Pornographischer Islamismus

Der algerische Autor Kamel Daoud steht derzeit vor einem Tribunal französischer Wissenschaftler und Philosophen, die ihn anklagen, einer Art westlichem Kulturimperialismus zu frönen und der islamischen Welt die westlichen Normen und Werte wie Gleichheit der Geschlechter „paternalistisch“ aufzwingen zu wollen. Wir kennen aus Deutschland diese Frontbildung zwischen „kulturellem Rassismus“ auf der einen Seite und auf der anderen „Solidarität mit vom Imperialismus marginalisierten Kulturen“. Letztere müßten etwa darunter leiden, nach „Köln“ für die Frauenverachtung der gesamten männlichen Erdbevölkerung allein verantwortlich gemacht zu werden.

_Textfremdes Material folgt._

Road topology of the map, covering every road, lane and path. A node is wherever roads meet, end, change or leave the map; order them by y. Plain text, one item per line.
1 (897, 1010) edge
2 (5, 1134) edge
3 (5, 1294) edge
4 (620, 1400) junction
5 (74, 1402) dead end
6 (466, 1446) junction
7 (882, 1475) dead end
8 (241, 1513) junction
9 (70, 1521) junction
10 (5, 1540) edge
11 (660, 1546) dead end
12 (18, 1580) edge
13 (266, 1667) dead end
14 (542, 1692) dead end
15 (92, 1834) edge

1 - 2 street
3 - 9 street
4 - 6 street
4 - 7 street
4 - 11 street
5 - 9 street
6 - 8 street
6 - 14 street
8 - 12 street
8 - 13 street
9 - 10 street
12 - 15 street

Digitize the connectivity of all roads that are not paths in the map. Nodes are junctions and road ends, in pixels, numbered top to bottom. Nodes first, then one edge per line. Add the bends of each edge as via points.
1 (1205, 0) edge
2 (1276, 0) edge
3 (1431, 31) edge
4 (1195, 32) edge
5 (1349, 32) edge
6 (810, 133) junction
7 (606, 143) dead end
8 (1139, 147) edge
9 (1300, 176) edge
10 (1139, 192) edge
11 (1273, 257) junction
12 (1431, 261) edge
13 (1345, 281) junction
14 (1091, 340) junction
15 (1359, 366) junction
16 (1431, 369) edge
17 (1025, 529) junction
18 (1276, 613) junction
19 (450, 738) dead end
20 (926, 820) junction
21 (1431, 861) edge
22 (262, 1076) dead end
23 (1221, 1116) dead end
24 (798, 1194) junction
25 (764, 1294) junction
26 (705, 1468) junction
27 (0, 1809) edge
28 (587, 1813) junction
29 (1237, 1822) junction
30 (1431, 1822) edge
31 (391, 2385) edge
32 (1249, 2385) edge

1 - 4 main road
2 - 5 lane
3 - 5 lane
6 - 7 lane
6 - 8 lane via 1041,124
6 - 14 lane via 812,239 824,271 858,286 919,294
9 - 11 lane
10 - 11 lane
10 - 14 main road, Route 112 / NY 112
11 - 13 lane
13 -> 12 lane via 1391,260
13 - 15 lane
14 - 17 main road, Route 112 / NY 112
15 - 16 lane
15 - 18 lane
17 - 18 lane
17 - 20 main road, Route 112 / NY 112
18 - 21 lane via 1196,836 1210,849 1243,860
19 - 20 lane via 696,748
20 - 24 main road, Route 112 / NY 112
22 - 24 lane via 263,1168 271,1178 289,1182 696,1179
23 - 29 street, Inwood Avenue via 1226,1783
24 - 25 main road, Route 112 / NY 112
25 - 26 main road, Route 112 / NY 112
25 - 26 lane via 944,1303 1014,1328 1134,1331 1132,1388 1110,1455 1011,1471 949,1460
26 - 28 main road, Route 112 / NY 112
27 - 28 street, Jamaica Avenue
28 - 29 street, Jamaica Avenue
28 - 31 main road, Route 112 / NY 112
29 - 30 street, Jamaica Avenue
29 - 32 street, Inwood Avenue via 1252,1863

Die Haltung der „kulturellen Rassisten“ wie Daoud wird gerne pathologisiert mit dem Begriff „Islamophobie“, auch wenn in diesem Fall der Islamophobe Algerier ist, was wohl den Schluß zuläßt, daß er seine Kultur von innen  besser beurteilen kann als grün-linke PolitikerInnen und Hashtag-Feministinnen hierzulande, denen die Kölner Ereignisse die ganze Willkommenskultur versaut haben.

Was hat Daoud verbrochen? Er spricht vom „sexuellen Elend“ der arabischen Welt. In den „Ländern Allahs“ (die gehen weit über Arabien hinaus) herrsche ein krankes Verhältnis zur Frau und zum Begehren. Das müsse wissen, wer bei der Bewertung der Kölner Silvesternacht der Naivität entkommen wolle. (Dazu ist anzumerken, daß allzu viele ihr nicht entkommen sind, wie auch der Vorzeige-Muslim Navid Kermani, der wieder einmal  das uralte Mantra von der „Unschuld der Religion“ zum besten gab. Verurteilenswerte Handlungen von Muslimen seien „nicht immer“ auf ihren Glauben zurückzuführen, meint Kermani. Ob „immer“ oder „nicht immer“ steht aber gar nicht zur Debatte.) Auszugehen ist von einer kulturellen Prägung, in der, wie Daoud feststellt, „das Verhältnis zu Gott und zur Frau eine wichtige Rolle spielt“. Das für die westliche Moderne so fundamentale Verhältnis zur Frau werde zumindest dem Durchschnittsmann unter den Flüchtlingen unverständlich bleiben. Die Frauen- und Sexualfeindlichkeit der islamischen Kulturen machen in vielen Fällen aus lebenden jungen Männern Zombies oder Selbstmordattentäter. Deren Phantasien, deren „inneres sexuelles Leben“ ist bestimmt von wahnhaften Jenseitsbildern, von Bordellen, die Allah immer wieder auffüllt mit jungfräulichen Beischläferinnen. Daoud spricht von einem „pornographischen Islamismus“.

Wer den begreift, findet auch Zugang zur Frage, was junge Männer aus Europa zum IS treibt: der gehemmte Trieb. Weniger die „Religion“ als ein Verhältnis zu Gott und zu ethischen Werten. Aber dieser Gott hat Frauen als minderwertig gebrandmarkt, das diesseitige Leben als wertlos gekennzeichnet, die sexuelle Lust auf Erden für Unverheiratete streng verboten, dafür die mit Sklavinnen erlaubt. Der IS bietet Schnell-Ehen für Kämpfer an und Sklavinnen in Gestalt von Frauen besiegter Völker wie der Jesiden. Der IS repräsentiert einen überaus authentischen Islam, der im Zynismus seiner Frauenversteigerungen seinen krassesten Ausdruck findet. So versteigerte einst auch Mohammed als Sklavinnen die Frauen und Töchter der massakrierten jüdischen Männer von Medina.